__Problem details__
Find all the lines in the entries below that hold the word "every" and copy them.

[Exercise data — start]

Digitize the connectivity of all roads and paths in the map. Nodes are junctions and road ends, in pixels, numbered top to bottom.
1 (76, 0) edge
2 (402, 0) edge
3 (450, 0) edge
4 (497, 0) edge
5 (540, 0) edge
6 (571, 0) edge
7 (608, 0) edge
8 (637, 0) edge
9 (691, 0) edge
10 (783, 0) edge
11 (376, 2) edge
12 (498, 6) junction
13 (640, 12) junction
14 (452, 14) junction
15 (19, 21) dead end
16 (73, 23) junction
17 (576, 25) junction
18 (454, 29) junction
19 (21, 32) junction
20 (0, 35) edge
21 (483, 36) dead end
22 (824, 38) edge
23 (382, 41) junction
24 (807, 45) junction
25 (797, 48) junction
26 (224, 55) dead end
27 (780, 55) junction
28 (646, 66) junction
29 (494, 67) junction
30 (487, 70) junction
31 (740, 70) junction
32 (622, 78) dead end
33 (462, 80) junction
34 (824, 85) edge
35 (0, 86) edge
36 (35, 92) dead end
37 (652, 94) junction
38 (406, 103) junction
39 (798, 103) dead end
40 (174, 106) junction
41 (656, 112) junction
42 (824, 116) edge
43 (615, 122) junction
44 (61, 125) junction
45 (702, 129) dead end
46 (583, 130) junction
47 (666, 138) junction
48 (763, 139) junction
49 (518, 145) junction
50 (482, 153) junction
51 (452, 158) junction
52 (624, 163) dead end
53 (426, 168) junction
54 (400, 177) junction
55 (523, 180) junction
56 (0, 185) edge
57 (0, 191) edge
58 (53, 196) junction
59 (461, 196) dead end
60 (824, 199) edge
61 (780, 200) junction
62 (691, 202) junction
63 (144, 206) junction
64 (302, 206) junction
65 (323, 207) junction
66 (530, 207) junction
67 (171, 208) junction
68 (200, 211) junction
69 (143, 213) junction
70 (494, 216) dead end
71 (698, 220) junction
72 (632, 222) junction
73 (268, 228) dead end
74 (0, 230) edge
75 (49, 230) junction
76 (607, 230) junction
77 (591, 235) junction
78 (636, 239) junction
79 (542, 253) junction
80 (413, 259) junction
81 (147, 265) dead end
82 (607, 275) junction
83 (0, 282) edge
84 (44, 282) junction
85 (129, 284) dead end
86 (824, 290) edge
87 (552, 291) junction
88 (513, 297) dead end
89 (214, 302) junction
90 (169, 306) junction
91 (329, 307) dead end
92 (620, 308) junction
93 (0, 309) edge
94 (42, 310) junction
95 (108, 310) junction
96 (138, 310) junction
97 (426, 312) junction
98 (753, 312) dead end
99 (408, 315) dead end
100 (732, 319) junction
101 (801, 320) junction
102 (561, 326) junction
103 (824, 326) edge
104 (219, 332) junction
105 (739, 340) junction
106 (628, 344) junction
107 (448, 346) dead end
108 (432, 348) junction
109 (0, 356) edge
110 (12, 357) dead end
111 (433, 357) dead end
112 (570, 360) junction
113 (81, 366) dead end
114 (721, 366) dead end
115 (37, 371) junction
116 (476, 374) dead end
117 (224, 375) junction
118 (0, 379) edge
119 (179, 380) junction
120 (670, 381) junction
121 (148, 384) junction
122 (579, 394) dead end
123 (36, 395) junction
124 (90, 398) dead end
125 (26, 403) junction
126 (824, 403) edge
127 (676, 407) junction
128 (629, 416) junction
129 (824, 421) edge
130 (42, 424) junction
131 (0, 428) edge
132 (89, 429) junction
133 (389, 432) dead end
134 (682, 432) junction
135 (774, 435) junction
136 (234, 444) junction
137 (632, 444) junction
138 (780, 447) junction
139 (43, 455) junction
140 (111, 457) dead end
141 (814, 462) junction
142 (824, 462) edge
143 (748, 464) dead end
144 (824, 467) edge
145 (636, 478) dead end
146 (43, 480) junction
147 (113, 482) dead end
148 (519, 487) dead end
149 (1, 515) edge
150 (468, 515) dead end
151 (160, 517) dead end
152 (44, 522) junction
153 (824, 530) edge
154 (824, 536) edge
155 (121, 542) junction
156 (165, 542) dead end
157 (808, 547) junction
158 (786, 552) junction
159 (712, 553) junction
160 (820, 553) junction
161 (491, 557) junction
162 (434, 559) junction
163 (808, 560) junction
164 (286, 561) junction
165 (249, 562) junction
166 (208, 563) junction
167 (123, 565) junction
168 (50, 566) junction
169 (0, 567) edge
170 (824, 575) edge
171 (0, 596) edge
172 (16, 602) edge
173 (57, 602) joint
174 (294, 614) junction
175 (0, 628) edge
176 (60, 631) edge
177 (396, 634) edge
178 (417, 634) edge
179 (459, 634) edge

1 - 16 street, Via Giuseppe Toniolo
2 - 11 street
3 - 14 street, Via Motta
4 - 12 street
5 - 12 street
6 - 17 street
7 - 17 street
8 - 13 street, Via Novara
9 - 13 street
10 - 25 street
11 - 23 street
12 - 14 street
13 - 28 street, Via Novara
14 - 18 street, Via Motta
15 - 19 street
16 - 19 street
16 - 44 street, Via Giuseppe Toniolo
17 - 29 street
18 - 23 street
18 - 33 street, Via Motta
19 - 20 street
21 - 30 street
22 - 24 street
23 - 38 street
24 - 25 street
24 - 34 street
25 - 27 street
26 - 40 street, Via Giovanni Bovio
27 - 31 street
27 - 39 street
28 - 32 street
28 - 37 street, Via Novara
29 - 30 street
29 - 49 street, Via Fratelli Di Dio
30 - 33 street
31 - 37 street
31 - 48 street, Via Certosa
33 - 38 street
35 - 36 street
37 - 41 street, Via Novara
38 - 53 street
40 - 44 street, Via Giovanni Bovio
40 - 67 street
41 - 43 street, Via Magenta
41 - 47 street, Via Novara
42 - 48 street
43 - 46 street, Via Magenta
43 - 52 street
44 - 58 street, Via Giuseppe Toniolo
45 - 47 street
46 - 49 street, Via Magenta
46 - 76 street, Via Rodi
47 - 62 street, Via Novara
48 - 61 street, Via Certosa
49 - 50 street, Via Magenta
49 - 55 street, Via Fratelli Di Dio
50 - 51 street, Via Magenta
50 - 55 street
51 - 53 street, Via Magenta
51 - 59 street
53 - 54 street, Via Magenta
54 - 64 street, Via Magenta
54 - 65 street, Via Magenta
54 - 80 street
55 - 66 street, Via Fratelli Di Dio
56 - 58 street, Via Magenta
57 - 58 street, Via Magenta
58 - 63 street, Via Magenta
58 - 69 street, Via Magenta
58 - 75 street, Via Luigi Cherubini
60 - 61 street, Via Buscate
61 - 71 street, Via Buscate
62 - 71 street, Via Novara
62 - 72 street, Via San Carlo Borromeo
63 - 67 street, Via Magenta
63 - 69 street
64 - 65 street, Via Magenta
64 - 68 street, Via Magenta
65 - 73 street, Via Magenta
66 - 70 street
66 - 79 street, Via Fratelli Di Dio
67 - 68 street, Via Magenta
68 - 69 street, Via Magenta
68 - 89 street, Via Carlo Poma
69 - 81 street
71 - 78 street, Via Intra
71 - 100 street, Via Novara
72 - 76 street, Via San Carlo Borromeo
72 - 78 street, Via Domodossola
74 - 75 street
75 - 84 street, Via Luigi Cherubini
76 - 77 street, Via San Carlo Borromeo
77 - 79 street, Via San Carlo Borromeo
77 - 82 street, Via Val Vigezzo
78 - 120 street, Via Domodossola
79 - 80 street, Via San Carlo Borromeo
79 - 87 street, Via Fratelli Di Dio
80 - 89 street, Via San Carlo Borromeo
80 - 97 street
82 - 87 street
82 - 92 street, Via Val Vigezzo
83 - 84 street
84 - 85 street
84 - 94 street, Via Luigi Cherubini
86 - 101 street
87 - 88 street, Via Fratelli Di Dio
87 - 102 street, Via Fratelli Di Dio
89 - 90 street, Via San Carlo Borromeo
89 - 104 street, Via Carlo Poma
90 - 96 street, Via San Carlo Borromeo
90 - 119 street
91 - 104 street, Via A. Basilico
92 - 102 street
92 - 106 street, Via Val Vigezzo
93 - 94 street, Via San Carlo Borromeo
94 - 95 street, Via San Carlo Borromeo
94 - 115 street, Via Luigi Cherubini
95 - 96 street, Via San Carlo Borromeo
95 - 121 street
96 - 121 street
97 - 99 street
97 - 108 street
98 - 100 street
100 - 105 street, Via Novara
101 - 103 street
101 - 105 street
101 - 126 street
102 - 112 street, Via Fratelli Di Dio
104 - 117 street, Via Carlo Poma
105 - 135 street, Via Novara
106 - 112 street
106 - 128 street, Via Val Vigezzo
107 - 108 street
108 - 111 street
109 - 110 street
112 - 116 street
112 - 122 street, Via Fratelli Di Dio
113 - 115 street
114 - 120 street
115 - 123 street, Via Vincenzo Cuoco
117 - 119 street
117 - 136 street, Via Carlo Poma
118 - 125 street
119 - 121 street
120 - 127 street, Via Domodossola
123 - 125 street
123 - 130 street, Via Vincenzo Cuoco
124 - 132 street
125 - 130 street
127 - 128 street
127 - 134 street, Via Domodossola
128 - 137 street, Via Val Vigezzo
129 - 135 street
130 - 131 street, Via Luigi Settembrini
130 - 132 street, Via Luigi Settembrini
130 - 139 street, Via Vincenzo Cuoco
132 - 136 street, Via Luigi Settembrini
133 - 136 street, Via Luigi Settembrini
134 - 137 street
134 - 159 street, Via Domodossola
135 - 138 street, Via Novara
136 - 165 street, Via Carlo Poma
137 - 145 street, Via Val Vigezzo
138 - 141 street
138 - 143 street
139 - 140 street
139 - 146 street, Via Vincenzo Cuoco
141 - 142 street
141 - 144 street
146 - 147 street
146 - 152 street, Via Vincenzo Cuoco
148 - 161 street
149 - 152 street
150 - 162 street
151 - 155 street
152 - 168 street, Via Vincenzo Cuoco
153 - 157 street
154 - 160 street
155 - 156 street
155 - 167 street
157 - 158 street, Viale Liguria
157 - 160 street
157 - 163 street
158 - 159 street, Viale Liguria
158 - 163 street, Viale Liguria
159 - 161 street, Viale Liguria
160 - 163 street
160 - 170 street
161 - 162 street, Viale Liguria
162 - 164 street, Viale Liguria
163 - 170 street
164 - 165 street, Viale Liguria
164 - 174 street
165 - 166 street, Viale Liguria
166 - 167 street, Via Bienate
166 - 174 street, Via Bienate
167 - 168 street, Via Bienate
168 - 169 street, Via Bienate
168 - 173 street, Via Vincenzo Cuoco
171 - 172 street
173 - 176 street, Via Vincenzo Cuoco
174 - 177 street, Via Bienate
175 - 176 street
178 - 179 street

[Exercise data — finish]
[Exercise data — start]

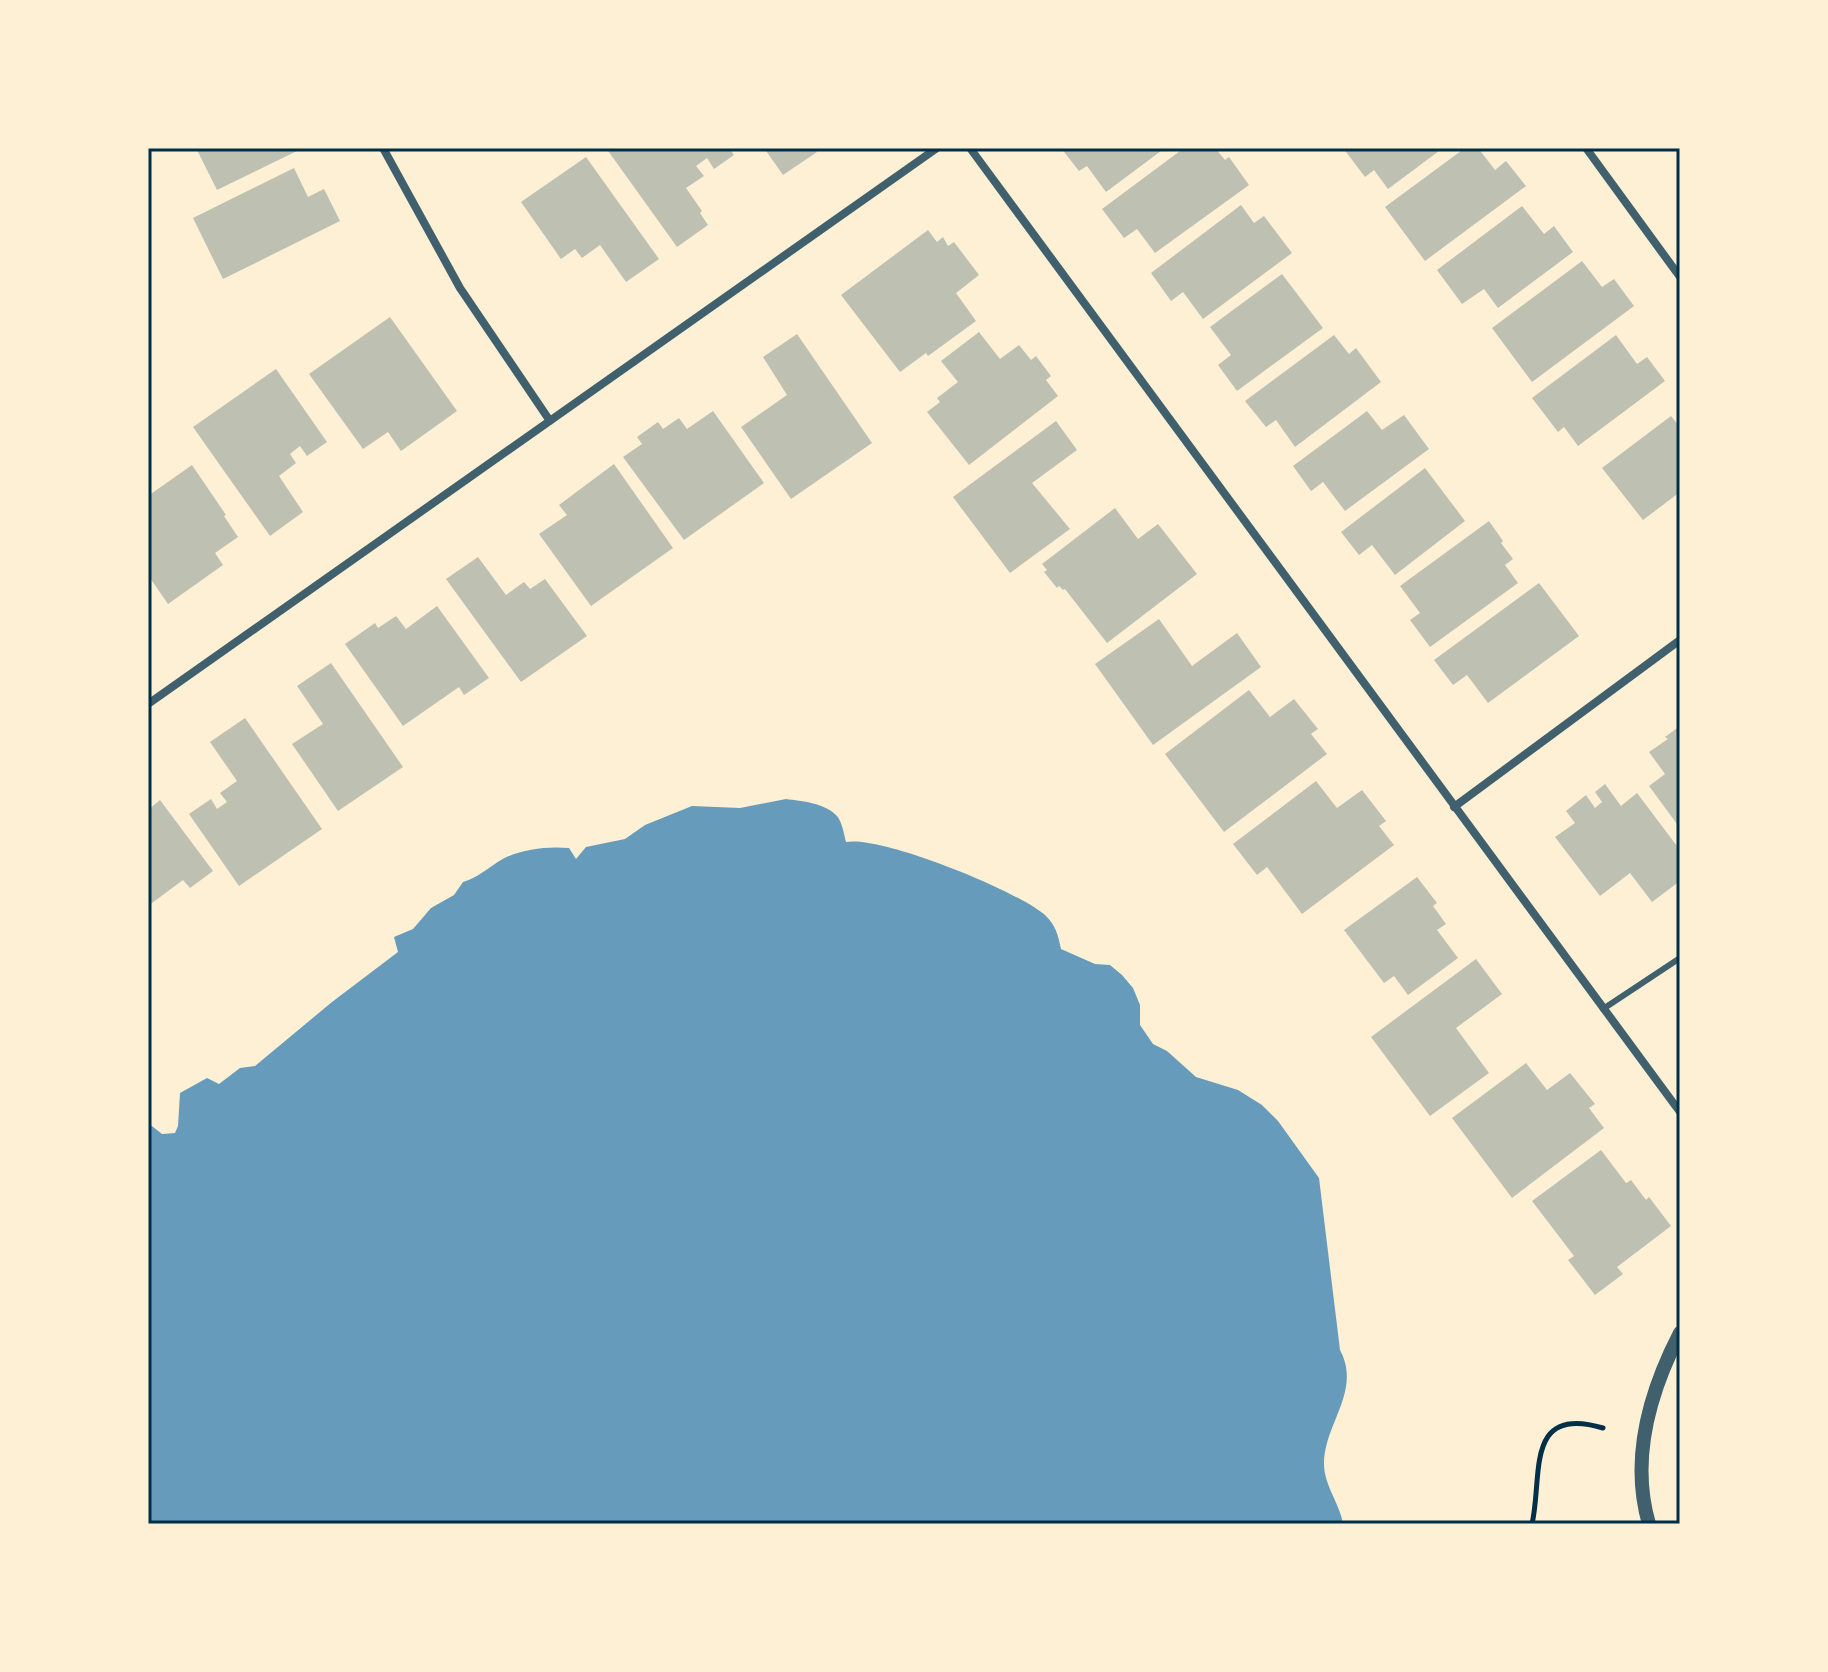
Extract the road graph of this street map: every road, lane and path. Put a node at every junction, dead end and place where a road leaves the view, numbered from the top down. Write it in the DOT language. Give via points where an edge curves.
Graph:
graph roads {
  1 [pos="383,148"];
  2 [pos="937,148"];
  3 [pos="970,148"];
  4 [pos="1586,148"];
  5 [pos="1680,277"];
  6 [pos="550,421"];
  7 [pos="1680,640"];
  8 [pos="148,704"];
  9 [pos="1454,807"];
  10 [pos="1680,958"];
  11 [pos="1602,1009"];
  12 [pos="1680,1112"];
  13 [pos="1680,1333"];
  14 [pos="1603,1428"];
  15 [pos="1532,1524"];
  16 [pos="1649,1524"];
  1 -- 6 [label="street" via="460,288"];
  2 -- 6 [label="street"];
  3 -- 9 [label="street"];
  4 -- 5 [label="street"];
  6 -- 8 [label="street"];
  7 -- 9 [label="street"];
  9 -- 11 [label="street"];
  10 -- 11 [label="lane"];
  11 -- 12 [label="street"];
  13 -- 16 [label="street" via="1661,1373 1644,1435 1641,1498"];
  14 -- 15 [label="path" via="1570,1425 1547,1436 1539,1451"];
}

[Exercise data — finish]
[Exercise data — start]

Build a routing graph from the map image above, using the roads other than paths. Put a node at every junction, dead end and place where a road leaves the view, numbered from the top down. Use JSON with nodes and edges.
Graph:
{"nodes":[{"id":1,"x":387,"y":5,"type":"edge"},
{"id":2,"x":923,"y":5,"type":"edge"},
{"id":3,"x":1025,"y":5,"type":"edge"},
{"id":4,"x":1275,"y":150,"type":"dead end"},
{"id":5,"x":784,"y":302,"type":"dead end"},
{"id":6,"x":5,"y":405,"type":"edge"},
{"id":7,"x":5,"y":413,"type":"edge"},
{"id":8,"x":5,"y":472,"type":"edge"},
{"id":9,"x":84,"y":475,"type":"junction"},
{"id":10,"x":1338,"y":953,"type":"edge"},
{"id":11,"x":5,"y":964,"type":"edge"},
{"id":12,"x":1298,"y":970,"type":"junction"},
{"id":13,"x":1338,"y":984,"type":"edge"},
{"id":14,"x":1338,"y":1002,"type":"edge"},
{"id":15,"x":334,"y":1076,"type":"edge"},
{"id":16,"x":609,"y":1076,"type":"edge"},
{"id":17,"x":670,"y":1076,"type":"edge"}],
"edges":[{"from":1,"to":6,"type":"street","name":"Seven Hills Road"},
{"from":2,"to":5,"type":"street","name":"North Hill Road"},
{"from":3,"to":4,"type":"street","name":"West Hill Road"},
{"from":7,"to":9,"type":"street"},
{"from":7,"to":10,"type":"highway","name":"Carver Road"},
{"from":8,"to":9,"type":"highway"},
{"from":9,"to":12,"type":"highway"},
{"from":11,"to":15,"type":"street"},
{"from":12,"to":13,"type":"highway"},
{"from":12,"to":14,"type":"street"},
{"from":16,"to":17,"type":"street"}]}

[Exercise data — finish]

__Response box__
Extract the road graph of this street map: every road, lane and path. Put a node at every junction, dead end and place where a road leaves the view, numbered from the top down. Write it in the DOT language. Give via points where an edge curves.
Build a routing graph from the map image above, using the roads other than paths. Put a node at every junction, dead end and place where a road leaves the view, numbered from the top down. Use JSON with nodes and edges.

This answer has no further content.